Bon, je vais mettre les choses au point, je suis pas généticien ... mais bon, j'ai quand même fais quelques études en biologie donc ...
Ce qui me pose souci avec cette connerie de dire que l'homosex est génétique (ou hormonal), c'est la fatalité que cette connerie (je vais remplacer idée par connerie dans ce texte). En gros, on a pas le choix ! Imaginez qu'au lieu de l'homosex, ce soit la pédophilie. Une personne serait donc génétiquement programmée pour être pédophile ? Non mais c'est quoi ce délire? On marche sur la tête ?

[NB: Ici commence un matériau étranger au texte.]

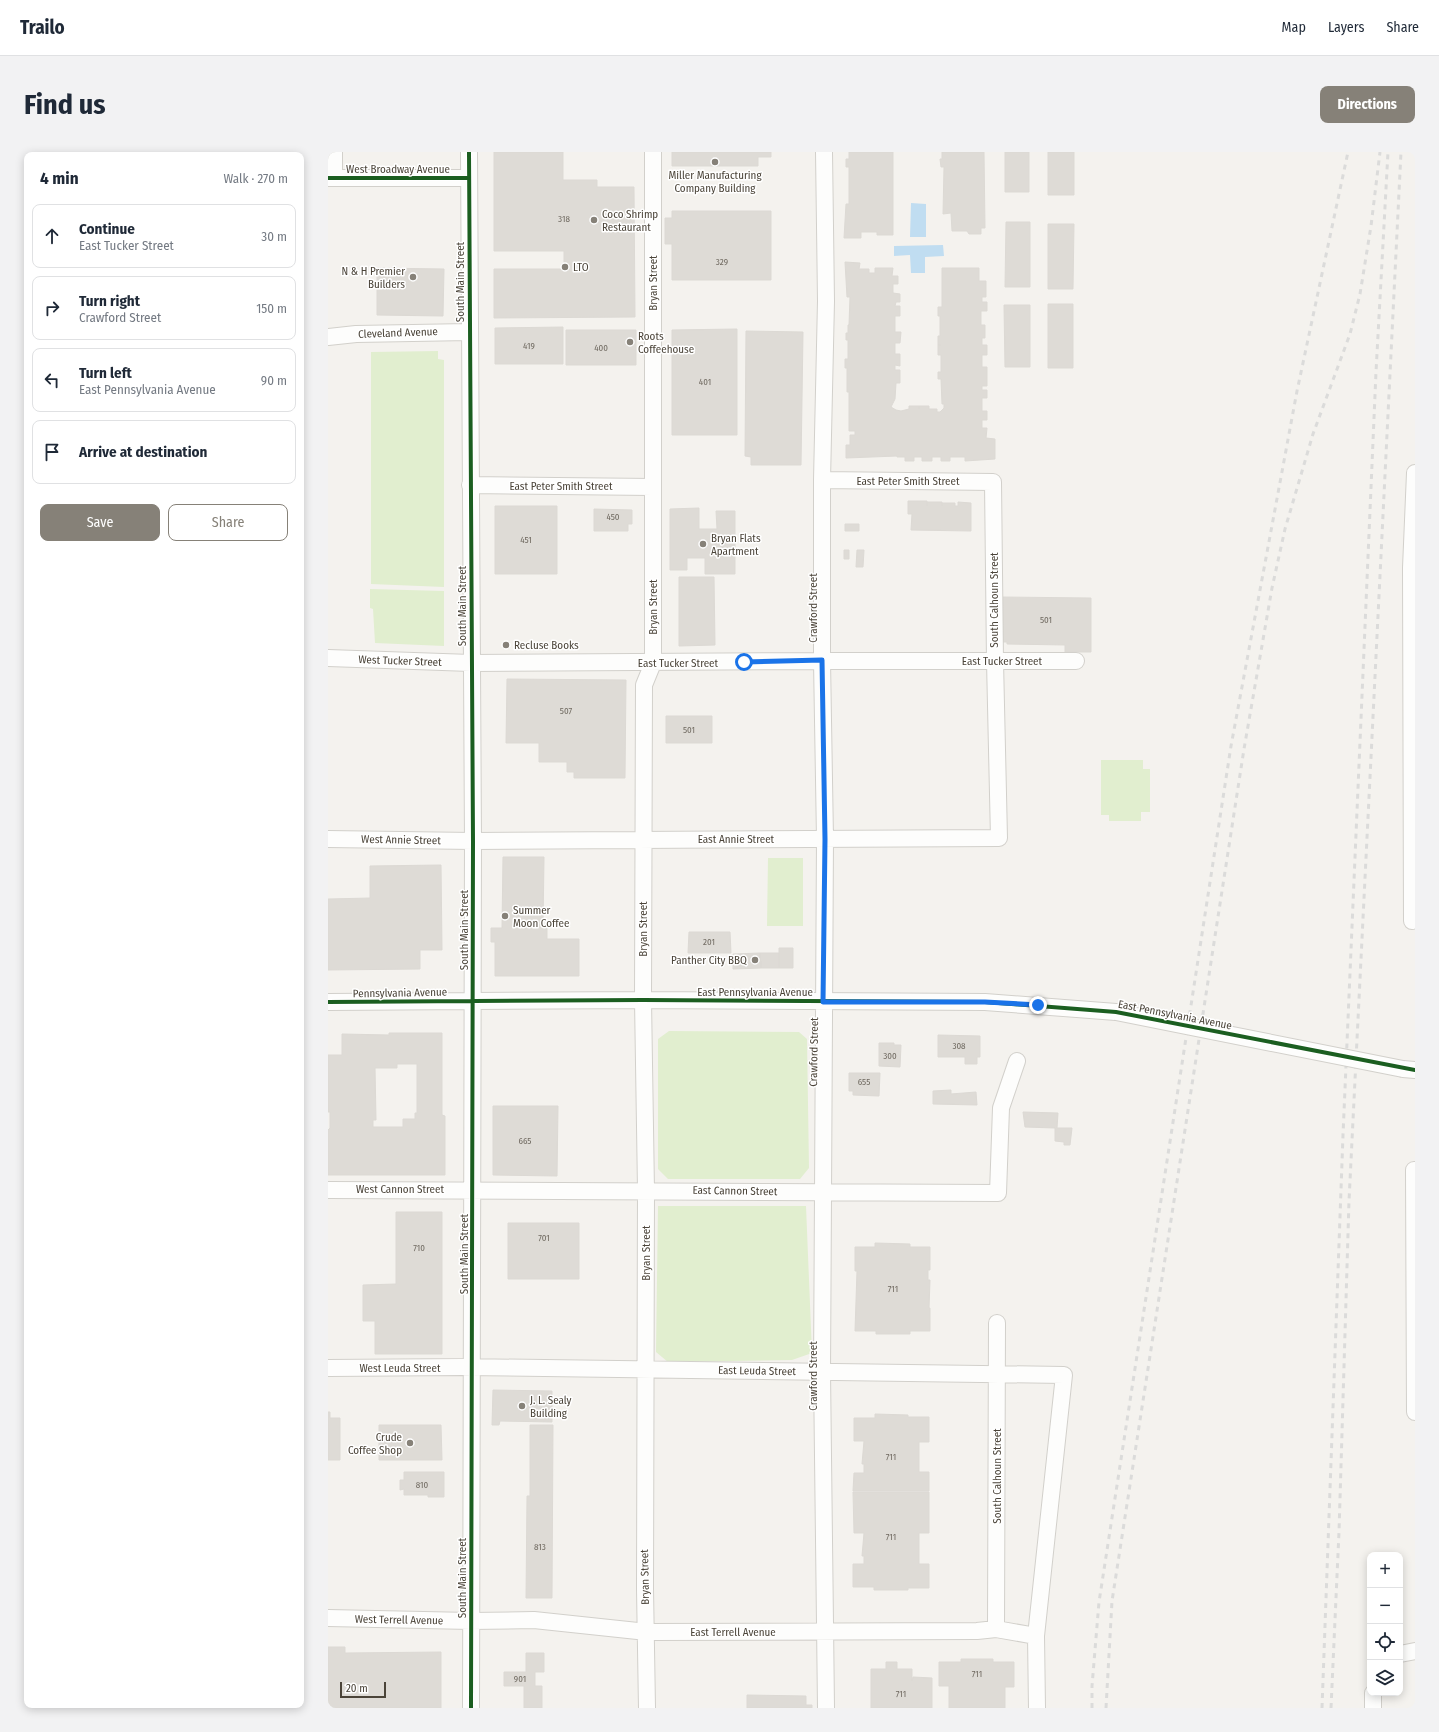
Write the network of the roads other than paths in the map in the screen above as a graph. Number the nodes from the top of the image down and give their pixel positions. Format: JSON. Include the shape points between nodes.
{"nodes":[{"id":1,"x":334,"y":152,"type":"edge"},
{"id":2,"x":469,"y":152,"type":"edge"},
{"id":3,"x":653,"y":152,"type":"edge"},
{"id":4,"x":824,"y":152,"type":"edge"},
{"id":5,"x":331,"y":178,"type":"edge"},
{"id":6,"x":468,"y":178,"type":"junction"},
{"id":7,"x":469,"y":332,"type":"junction"},
{"id":8,"x":328,"y":337,"type":"edge"},
{"id":9,"x":1415,"y":473,"type":"edge"},
{"id":10,"x":822,"y":480,"type":"junction"},
{"id":11,"x":993,"y":482,"type":"joint"},
{"id":12,"x":470,"y":485,"type":"junction"},
{"id":13,"x":652,"y":487,"type":"junction"},
{"id":14,"x":1413,"y":568,"type":"edge"},
{"id":15,"x":328,"y":658,"type":"edge"},
{"id":16,"x":822,"y":660,"type":"junction"},
{"id":17,"x":995,"y":661,"type":"junction"},
{"id":18,"x":1076,"y":661,"type":"dead end"},
{"id":19,"x":471,"y":663,"type":"junction"},
{"id":20,"x":653,"y":663,"type":"junction"},
{"id":21,"x":1413,"y":821,"type":"edge"},
{"id":22,"x":999,"y":838,"type":"joint"},
{"id":23,"x":328,"y":839,"type":"edge"},
{"id":24,"x":825,"y":839,"type":"junction"},
{"id":25,"x":643,"y":840,"type":"junction"},
{"id":26,"x":473,"y":841,"type":"junction"},
{"id":27,"x":1412,"y":921,"type":"dead end"},
{"id":28,"x":643,"y":1000,"type":"junction"},
{"id":29,"x":473,"y":1001,"type":"junction"},
{"id":30,"x":328,"y":1002,"type":"edge"},
{"id":31,"x":823,"y":1002,"type":"junction"},
{"id":32,"x":1017,"y":1061,"type":"dead end"},
{"id":33,"x":1409,"y":1070,"type":"edge"},
{"id":34,"x":1414,"y":1170,"type":"edge"},
{"id":35,"x":473,"y":1189,"type":"junction"},
{"id":36,"x":328,"y":1190,"type":"edge"},
{"id":37,"x":646,"y":1190,"type":"junction"},
{"id":38,"x":822,"y":1192,"type":"junction"},
{"id":39,"x":996,"y":1323,"type":"dead end"},
{"id":40,"x":1415,"y":1332,"type":"edge"},
{"id":41,"x":328,"y":1368,"type":"edge"},
{"id":42,"x":473,"y":1368,"type":"junction"},
{"id":43,"x":646,"y":1370,"type":"junction"},
{"id":44,"x":822,"y":1372,"type":"junction"},
{"id":45,"x":998,"y":1373,"type":"junction"},
{"id":46,"x":1415,"y":1412,"type":"edge"},
{"id":47,"x":328,"y":1618,"type":"edge"},
{"id":48,"x":471,"y":1622,"type":"junction"},
{"id":49,"x":996,"y":1629,"type":"junction"},
{"id":50,"x":824,"y":1631,"type":"junction"},
{"id":51,"x":647,"y":1632,"type":"junction"},
{"id":52,"x":1036,"y":1636,"type":"junction"},
{"id":53,"x":1415,"y":1651,"type":"edge"},
{"id":54,"x":1403,"y":1653,"type":"edge"},
{"id":55,"x":1373,"y":1696,"type":"edge"},
{"id":56,"x":471,"y":1708,"type":"edge"},
{"id":57,"x":647,"y":1708,"type":"edge"},
{"id":58,"x":826,"y":1708,"type":"edge"},
{"id":59,"x":1037,"y":1708,"type":"edge"},
{"id":60,"x":1373,"y":1708,"type":"edge"}],
"edges":[{"from":1,"to":5,"type":"street"},
{"from":2,"to":6,"type":"street","name":"South Main Street"},
{"from":3,"to":13,"type":"street","name":"Bryan Street"},
{"from":4,"to":10,"type":"street","name":"Crawford Street","via":[[826,301]]},
{"from":5,"to":6,"type":"street","name":"West Broadway Avenue"},
{"from":6,"to":7,"type":"street","name":"South Main Street"},
{"from":7,"to":8,"type":"street","name":"Cleveland Avenue"},
{"from":7,"to":12,"type":"street","name":"South Main Street"},
{"from":9,"to":14,"type":"street"},
{"from":10,"to":11,"type":"street","name":"East Peter Smith Street"},
{"from":10,"to":16,"type":"street","name":"Crawford Street"},
{"from":11,"to":17,"type":"street","name":"South Calhoun Street"},
{"from":12,"to":13,"type":"street","name":"East Peter Smith Street"},
{"from":12,"to":19,"type":"street","name":"South Main Street"},
{"from":13,"to":20,"type":"street","name":"Bryan Street"},
{"from":14,"to":21,"type":"street"},
{"from":15,"to":19,"type":"street","name":"West Tucker Street"},
{"from":16,"to":17,"type":"street","name":"East Tucker Street"},
{"from":16,"to":20,"type":"street","name":"East Tucker Street"},
{"from":16,"to":24,"type":"street","name":"Crawford Street"},
{"from":17,"to":18,"type":"street","name":"East Tucker Street"},
{"from":17,"to":22,"type":"street","name":"South Calhoun Street"},
{"from":19,"to":20,"type":"street","name":"East Tucker Street"},
{"from":19,"to":26,"type":"street","name":"South Main Street"},
{"from":20,"to":25,"type":"street","name":"Bryan Street","via":[[644,685]]},
{"from":21,"to":27,"type":"street"},
{"from":22,"to":24,"type":"street","name":"East Annie Street"},
{"from":23,"to":26,"type":"street","name":"West Annie Street"},
{"from":24,"to":25,"type":"street","name":"East Annie Street"},
{"from":24,"to":31,"type":"street","name":"Crawford Street"},
{"from":25,"to":26,"type":"street","name":"East Annie Street"},
{"from":25,"to":28,"type":"street","name":"Bryan Street"},
{"from":26,"to":29,"type":"street","name":"South Main Street"},
{"from":28,"to":29,"type":"street","name":"East Pennsylvania Avenue"},
{"from":28,"to":31,"type":"street","name":"East Pennsylvania Avenue"},
{"from":28,"to":37,"type":"street","name":"Bryan Street"},
{"from":29,"to":30,"type":"street","name":"Pennsylvania Avenue"},
{"from":29,"to":35,"type":"street","name":"South Main Street"},
{"from":31,"to":33,"type":"street","name":"East Pennsylvania Avenue","bridge":true,"via":[[985,1002],[1116,1012]]},
{"from":31,"to":38,"type":"street","name":"Crawford Street"},
{"from":32,"to":38,"type":"street","name":"East Cannon Street","via":[[1001,1108],[998,1193]]},
{"from":34,"to":40,"type":"street"},
{"from":35,"to":36,"type":"street","name":"West Cannon Street"},
{"from":35,"to":37,"type":"street","name":"East Cannon Street"},
{"from":35,"to":42,"type":"street","name":"South Main Street"},
{"from":37,"to":38,"type":"street","name":"East Cannon Street"},
{"from":37,"to":43,"type":"street","name":"Bryan Street"},
{"from":38,"to":44,"type":"street","name":"Crawford Street"},
{"from":39,"to":45,"type":"street","name":"South Calhoun Street"},
{"from":40,"to":46,"type":"street"},
{"from":41,"to":42,"type":"street","name":"West Leuda Street"},
{"from":42,"to":43,"type":"street","name":"East Leuda Street"},
{"from":42,"to":48,"type":"street","name":"South Main Street"},
{"from":43,"to":44,"type":"street","name":"East Leuda Street"},
{"from":43,"to":51,"type":"street","name":"Bryan Street"},
{"from":44,"to":45,"type":"street","name":"East Leuda Street"},
{"from":44,"to":50,"type":"street","name":"Crawford Street"},
{"from":45,"to":49,"type":"street","name":"South Calhoun Street"},
{"from":45,"to":52,"type":"street","name":"East Leuda Street","via":[[1064,1375]]},
{"from":47,"to":48,"type":"street","name":"West Terrell Avenue"},
{"from":48,"to":51,"type":"street","name":"East Terrell Avenue","via":[[534,1620]]},
{"from":48,"to":56,"type":"street","name":"South Main Street"},
{"from":49,"to":50,"type":"street","name":"East Terrell Avenue"},
{"from":49,"to":52,"type":"street","name":"East Terrell Avenue"},
{"from":50,"to":51,"type":"street","name":"East Terrell Avenue"},
{"from":50,"to":58,"type":"street","name":"Crawford Street"},
{"from":51,"to":57,"type":"street","name":"Bryan Street"},
{"from":52,"to":59,"type":"street"},
{"from":53,"to":54,"type":"street"},
{"from":55,"to":60,"type":"street"}]}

De plus, qui dit génétique dit gènes (je sais, ça choque souvent). Vous avez surement dû entendre parler d'allèle dominants et récessif ... Et bah dans le cas de vos parents, pour transmettre un gène, ils doivent l'avoir ... Ce qui veut dire que dans le cas d'allèle dominant (on va dire Homo+ (et homo- pour récessif)), un de vos parents possède homo+, et donc, que le parent en lui même est homosex ... c'est ridicule ...
Dans le cas de homo-, vos deux parents doivent posséder le gène homo - pour que leur enfant soit homo ... mais dans ce cas, au bout d'un certain nombre de génération, homo- disparait car il ne peut plus être transmit ...
L'homosexualité EST acquise . Elle n'est PAS issue du fait génétique !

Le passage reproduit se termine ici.